-- Given data follows --

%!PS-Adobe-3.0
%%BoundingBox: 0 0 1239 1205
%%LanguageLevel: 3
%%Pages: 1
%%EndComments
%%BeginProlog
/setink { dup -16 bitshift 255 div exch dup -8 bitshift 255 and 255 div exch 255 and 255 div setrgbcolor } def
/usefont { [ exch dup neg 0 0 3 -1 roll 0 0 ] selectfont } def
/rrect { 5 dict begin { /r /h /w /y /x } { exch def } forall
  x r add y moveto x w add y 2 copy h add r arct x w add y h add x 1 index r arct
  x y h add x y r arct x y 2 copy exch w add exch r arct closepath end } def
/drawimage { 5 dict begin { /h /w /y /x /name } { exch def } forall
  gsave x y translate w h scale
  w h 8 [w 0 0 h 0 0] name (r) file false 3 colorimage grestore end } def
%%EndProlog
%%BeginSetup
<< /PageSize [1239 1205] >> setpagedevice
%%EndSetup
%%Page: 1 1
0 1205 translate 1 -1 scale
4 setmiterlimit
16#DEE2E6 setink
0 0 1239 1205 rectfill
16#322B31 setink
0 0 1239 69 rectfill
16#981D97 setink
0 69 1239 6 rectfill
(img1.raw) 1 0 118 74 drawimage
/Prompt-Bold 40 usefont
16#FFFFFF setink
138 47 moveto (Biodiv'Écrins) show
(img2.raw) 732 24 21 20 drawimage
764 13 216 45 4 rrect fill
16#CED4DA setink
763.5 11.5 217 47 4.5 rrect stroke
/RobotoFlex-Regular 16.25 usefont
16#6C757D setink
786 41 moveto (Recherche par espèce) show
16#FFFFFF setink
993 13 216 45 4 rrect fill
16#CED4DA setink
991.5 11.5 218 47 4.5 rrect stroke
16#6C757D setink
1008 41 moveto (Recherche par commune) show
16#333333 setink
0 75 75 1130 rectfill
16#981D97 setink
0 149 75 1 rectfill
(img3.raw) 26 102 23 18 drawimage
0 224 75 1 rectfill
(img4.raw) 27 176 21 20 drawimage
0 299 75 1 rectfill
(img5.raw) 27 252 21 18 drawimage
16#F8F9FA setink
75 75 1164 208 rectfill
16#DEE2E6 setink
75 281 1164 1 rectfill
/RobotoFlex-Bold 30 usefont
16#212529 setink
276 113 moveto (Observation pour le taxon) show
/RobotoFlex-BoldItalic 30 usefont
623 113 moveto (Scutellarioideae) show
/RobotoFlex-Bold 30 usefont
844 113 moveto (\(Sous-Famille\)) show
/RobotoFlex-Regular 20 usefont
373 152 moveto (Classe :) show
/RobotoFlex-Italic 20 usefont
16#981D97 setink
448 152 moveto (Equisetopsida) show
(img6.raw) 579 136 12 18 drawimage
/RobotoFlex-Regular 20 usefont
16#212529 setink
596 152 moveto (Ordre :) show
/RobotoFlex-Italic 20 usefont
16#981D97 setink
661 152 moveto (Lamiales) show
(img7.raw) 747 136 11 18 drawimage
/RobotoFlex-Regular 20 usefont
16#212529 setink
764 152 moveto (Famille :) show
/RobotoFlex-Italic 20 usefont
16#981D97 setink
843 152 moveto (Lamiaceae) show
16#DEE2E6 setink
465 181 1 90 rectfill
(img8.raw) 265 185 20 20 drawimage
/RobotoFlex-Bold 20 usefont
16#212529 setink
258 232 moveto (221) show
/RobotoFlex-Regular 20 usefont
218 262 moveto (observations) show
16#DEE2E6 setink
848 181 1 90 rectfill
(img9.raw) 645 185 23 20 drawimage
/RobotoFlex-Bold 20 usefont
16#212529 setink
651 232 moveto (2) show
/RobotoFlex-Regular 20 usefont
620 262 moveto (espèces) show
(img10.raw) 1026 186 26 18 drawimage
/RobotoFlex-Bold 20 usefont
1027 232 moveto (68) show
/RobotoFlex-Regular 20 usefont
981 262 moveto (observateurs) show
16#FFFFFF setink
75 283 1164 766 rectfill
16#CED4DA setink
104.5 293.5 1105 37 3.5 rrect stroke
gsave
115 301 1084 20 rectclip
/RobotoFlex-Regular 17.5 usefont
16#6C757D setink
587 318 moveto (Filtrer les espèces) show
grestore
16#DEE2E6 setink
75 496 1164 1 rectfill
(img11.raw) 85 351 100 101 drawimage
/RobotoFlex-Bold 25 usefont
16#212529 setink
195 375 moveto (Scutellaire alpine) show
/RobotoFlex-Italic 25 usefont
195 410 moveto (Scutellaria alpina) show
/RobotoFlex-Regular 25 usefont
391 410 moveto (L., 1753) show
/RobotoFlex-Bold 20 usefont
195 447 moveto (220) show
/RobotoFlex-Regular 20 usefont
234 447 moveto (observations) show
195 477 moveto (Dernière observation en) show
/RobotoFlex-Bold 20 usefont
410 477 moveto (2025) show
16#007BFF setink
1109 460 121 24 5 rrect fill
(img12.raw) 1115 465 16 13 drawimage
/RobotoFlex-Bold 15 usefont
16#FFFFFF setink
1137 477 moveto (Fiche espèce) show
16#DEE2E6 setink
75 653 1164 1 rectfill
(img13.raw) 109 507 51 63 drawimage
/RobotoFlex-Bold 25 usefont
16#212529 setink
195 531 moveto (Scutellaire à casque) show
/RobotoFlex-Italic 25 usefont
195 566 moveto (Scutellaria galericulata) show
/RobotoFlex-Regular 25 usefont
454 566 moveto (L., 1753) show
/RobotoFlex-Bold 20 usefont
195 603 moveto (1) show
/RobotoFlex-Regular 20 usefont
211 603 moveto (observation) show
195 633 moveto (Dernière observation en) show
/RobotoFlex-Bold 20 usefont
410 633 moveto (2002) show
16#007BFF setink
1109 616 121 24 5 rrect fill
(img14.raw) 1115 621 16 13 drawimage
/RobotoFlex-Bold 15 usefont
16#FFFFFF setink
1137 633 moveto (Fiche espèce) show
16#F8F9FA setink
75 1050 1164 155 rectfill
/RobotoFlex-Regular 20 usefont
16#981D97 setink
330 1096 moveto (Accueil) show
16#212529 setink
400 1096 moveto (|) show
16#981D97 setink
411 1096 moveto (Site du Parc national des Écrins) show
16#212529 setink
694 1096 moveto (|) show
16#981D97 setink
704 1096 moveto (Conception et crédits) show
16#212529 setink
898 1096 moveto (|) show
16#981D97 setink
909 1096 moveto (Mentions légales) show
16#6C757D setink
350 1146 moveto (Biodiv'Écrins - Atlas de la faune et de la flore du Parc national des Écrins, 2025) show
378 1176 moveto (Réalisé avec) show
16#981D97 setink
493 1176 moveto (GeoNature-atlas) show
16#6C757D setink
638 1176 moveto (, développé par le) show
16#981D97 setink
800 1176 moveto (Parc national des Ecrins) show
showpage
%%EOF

-- Given data concluded --

Take exactly the lines from the one containing "<< /PageSize [1239 1205] >> setpagedevice" through the one containing "4 setmiterlimit" in the data above, and output them with nothing added.

» **Exercise solution**:
<< /PageSize [1239 1205] >> setpagedevice
%%EndSetup
%%Page: 1 1
0 1205 translate 1 -1 scale
4 setmiterlimit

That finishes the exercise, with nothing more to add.